Introduction Colonic atresia (CA) is a very rare disease. Two entities of CA can be differentiated: primary CA and CA with abdominal wall defects (AWD). This study aimed to investigate the differences between these two entities, especially for long-term outcomes.

Materials and Methods Data from the major health insurance company (AOK) were analyzed. Sixty-two patients with ICD-10 codes Q42.1–2 and Q42.8–9 (atresia of the colon and rectum) who underwent surgery within 10 days after their first admission between 2007 and 2016 were obtained.

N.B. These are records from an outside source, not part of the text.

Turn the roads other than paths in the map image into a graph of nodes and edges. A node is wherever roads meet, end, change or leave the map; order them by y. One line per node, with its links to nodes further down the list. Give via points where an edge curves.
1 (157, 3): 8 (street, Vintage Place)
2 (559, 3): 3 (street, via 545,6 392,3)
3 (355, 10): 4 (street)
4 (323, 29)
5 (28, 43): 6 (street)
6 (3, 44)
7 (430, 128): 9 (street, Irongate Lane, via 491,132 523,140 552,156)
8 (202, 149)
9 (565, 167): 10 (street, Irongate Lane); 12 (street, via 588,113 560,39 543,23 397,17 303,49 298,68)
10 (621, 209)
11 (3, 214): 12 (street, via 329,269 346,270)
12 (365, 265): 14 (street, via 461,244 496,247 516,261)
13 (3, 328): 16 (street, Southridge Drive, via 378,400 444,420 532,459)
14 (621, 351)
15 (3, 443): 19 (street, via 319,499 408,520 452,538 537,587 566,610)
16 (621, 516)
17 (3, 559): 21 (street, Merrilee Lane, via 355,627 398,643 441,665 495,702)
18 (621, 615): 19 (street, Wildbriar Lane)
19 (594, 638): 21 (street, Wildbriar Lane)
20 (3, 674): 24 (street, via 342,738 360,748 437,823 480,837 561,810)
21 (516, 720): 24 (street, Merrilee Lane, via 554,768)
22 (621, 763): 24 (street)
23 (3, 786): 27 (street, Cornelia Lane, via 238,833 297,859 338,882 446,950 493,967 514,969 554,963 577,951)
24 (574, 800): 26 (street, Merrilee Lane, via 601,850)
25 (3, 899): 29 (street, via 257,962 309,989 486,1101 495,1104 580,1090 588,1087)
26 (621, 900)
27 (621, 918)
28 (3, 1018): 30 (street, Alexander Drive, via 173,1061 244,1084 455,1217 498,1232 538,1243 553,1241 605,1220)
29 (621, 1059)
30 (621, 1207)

Results Twenty-nine patients had an AWD, and 33 patients had primary colonic atresia (PCA). Significant differences between patients with PCA and AWD were found regarding prematurity but not for other concomitant malformations. Ostomy was the initial therapy of choice for 87.9% (29/33) of patients with PCA and 65.5% (19/29) with AWD. Central venous access was significantly more often in patients with AWD. Overall, patients with CA have an excellent short-term outcome. The 1-year mortality was 3% (1/33) in PCA and 6.9% (2/29) in AWD. Delayed management did not lead to higher mortality. Higher number of admission days and higher hospital costs were related to gastrostomy and short bowel in the long term.

Conclusion The long-term outcome of CA is related to short bowel and need for initial gastrostomy but not related to AWD, prematurity, or associated anomalies.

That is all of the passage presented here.